• [THE PROBLEM]: Reprint the full listing exactly.
☆ ☆ ☆
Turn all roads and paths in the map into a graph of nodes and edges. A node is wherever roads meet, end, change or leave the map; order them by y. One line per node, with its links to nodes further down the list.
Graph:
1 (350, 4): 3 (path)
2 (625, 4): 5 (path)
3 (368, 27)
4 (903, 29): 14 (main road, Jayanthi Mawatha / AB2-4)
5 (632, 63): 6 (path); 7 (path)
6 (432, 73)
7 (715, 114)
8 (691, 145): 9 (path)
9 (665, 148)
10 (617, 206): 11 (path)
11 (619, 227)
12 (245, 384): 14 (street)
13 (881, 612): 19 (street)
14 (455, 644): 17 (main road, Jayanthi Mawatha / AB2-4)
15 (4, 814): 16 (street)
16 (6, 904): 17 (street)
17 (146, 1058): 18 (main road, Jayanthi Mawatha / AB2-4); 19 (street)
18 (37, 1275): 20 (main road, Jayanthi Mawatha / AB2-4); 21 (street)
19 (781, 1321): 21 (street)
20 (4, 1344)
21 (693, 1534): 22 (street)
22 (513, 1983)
☆ ☆ ☆
• [OUTPUT]:
Turn all roads and paths in the map into a graph of nodes and edges. A node is wherever roads meet, end, change or leave the map; order them by y. One line per node, with its links to nodes further down the list.
Graph:
1 (350, 4): 3 (path)
2 (625, 4): 5 (path)
3 (368, 27)
4 (903, 29): 14 (main road, Jayanthi Mawatha / AB2-4)
5 (632, 63): 6 (path); 7 (path)
6 (432, 73)
7 (715, 114)
8 (691, 145): 9 (path)
9 (665, 148)
10 (617, 206): 11 (path)
11 (619, 227)
12 (245, 384): 14 (street)
13 (881, 612): 19 (street)
14 (455, 644): 17 (main road, Jayanthi Mawatha / AB2-4)
15 (4, 814): 16 (street)
16 (6, 904): 17 (street)
17 (146, 1058): 18 (main road, Jayanthi Mawatha / AB2-4); 19 (street)
18 (37, 1275): 20 (main road, Jayanthi Mawatha / AB2-4); 21 (street)
19 (781, 1321): 21 (street)
20 (4, 1344)
21 (693, 1534): 22 (street)
22 (513, 1983)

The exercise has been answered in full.